## DATA SHOWN
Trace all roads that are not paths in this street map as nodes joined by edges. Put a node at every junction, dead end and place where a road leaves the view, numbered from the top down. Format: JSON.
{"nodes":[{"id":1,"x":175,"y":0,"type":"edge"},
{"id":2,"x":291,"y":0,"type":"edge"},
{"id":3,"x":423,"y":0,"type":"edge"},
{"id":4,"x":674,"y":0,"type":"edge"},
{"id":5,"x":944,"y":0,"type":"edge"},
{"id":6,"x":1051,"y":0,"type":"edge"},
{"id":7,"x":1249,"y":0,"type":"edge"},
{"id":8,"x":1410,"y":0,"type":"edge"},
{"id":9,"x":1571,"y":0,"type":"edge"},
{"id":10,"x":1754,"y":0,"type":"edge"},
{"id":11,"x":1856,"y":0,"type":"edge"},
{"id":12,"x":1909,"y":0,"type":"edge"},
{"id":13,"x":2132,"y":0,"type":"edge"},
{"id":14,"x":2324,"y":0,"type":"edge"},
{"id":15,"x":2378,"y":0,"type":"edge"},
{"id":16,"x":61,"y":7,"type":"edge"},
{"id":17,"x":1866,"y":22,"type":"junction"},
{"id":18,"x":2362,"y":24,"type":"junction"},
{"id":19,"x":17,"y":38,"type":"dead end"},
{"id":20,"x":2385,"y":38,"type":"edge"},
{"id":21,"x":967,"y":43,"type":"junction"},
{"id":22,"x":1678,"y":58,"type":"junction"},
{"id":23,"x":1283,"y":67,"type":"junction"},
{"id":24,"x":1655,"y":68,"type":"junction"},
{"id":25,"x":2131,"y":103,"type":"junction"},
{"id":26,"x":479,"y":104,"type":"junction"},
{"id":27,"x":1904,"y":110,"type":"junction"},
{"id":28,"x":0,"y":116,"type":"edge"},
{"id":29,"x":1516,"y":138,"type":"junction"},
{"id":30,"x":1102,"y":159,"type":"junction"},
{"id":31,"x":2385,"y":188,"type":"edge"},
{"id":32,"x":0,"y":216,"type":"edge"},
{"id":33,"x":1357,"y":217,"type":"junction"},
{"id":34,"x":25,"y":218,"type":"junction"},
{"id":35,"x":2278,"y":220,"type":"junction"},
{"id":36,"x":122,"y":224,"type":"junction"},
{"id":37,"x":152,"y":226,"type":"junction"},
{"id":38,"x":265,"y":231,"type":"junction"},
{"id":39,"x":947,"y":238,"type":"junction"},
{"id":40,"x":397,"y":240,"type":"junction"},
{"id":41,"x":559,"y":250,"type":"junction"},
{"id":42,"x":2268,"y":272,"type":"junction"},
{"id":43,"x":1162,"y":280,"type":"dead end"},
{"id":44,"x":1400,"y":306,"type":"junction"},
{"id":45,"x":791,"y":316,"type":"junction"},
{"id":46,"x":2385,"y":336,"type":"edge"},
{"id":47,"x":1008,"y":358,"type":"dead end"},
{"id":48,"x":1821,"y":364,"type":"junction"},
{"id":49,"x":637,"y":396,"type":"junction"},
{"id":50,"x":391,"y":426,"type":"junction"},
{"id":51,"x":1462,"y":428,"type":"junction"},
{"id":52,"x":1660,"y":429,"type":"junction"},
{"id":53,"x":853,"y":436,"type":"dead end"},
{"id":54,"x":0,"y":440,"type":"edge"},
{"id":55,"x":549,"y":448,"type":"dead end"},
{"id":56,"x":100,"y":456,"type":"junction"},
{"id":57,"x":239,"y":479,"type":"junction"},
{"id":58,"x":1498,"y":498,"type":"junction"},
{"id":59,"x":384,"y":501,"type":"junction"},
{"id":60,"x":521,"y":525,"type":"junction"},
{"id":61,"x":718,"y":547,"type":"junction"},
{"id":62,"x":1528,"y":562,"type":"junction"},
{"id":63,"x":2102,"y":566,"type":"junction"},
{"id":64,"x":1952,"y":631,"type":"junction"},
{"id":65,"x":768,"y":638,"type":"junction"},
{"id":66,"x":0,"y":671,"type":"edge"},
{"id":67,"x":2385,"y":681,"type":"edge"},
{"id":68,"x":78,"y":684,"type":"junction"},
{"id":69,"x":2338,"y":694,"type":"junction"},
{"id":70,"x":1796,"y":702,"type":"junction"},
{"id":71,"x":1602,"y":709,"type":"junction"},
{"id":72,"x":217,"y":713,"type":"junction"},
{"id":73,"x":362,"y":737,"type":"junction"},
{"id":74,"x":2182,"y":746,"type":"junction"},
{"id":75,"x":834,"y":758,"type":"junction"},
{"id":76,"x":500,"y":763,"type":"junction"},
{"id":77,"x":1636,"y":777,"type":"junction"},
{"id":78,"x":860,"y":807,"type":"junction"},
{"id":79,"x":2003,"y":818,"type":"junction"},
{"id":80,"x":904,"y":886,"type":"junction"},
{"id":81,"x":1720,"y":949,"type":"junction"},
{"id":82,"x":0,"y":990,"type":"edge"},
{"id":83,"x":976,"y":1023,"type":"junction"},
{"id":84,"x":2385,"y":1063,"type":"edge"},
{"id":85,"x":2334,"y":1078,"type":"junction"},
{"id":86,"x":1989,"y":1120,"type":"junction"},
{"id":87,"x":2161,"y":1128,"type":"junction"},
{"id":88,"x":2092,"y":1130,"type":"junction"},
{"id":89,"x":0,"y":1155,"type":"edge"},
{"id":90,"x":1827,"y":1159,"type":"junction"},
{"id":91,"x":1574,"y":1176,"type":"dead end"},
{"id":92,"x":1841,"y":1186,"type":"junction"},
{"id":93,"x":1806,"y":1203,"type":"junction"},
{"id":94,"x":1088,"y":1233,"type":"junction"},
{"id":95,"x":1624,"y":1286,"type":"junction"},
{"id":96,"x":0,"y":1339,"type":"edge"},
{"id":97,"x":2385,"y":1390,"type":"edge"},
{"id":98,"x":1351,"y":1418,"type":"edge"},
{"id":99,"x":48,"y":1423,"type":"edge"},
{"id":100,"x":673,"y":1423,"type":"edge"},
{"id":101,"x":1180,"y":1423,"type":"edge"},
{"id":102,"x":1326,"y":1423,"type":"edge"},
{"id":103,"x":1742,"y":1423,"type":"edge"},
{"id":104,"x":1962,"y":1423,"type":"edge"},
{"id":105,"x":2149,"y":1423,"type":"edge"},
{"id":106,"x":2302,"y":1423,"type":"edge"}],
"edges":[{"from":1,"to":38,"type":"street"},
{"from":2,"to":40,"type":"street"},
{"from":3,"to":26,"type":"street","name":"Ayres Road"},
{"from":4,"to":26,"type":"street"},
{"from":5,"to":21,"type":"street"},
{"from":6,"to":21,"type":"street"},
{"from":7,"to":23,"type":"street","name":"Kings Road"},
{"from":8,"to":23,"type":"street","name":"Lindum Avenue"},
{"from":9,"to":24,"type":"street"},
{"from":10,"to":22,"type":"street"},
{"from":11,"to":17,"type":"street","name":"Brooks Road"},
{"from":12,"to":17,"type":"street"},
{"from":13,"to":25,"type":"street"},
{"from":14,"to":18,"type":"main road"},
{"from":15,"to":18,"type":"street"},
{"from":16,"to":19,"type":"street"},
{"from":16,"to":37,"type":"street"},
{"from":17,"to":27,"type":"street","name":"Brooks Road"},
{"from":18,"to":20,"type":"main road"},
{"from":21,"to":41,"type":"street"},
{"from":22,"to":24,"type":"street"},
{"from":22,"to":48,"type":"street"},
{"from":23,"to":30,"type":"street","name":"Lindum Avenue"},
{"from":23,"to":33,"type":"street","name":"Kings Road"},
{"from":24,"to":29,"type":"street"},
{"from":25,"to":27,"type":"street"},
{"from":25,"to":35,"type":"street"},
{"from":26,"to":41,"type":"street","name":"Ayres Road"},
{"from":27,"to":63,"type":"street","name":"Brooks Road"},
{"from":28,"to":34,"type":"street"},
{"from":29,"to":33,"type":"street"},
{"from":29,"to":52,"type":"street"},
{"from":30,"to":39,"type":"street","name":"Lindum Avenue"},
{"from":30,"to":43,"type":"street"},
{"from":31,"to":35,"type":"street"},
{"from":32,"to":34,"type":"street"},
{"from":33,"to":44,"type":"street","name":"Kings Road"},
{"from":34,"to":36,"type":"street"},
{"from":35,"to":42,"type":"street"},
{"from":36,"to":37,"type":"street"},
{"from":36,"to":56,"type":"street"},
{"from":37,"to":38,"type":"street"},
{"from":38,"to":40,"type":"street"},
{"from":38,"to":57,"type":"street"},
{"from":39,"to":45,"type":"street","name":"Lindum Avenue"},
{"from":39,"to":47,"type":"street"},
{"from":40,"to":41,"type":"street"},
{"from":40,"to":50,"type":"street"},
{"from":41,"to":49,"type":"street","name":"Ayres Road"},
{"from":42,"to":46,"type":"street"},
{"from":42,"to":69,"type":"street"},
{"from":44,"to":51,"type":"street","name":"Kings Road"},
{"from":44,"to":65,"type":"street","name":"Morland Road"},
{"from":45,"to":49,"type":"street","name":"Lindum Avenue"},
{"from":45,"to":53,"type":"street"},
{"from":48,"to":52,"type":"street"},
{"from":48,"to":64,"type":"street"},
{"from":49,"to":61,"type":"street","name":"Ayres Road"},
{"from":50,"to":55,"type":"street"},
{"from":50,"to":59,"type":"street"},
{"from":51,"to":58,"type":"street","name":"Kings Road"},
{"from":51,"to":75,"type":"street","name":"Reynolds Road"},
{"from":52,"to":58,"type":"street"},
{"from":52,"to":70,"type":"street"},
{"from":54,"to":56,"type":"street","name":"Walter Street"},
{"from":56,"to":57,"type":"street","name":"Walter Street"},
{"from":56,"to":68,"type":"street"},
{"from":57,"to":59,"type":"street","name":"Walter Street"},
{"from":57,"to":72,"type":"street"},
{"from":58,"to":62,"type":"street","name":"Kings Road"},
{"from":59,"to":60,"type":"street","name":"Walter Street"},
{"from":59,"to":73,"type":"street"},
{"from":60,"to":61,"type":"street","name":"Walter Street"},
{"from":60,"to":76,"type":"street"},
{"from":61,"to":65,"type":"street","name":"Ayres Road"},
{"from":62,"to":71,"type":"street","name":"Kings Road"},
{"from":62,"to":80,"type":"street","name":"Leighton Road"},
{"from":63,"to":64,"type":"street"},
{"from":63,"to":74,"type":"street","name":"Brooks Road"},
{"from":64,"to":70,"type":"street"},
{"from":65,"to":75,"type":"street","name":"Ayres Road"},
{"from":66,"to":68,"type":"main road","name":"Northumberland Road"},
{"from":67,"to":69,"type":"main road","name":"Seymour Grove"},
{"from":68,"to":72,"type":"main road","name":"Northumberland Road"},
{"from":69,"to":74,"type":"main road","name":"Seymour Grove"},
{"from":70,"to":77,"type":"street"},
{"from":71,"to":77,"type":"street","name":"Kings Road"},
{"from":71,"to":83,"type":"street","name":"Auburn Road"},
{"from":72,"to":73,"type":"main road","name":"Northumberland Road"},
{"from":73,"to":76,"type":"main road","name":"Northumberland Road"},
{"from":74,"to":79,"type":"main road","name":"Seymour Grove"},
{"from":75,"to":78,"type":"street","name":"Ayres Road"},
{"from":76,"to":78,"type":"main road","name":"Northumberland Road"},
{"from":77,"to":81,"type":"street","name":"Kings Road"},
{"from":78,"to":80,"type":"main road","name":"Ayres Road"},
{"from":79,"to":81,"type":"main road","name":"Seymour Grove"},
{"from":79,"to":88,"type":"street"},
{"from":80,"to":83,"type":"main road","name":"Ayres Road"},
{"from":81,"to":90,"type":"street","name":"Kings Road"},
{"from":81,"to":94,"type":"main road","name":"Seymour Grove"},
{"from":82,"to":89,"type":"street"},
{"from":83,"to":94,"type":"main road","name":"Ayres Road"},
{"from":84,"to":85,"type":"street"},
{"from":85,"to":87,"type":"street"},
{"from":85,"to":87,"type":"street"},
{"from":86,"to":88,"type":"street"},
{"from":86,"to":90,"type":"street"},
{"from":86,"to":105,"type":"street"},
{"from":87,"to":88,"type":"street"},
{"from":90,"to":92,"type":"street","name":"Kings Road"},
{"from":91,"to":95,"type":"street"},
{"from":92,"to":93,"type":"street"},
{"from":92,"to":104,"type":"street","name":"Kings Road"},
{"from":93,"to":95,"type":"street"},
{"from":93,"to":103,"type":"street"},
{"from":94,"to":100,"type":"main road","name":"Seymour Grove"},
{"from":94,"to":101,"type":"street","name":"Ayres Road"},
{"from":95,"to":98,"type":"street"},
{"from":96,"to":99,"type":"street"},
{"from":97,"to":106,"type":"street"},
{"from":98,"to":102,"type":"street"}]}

## INSTRUCTIONS TO FOLLOW
Show me every line of the entries above that holds "Lindum".

## YOUR RESPONSE
{"from":8,"to":23,"type":"street","name":"Lindum Avenue"},
{"from":23,"to":30,"type":"street","name":"Lindum Avenue"},
{"from":30,"to":39,"type":"street","name":"Lindum Avenue"},
{"from":39,"to":45,"type":"street","name":"Lindum Avenue"},
{"from":45,"to":49,"type":"street","name":"Lindum Avenue"},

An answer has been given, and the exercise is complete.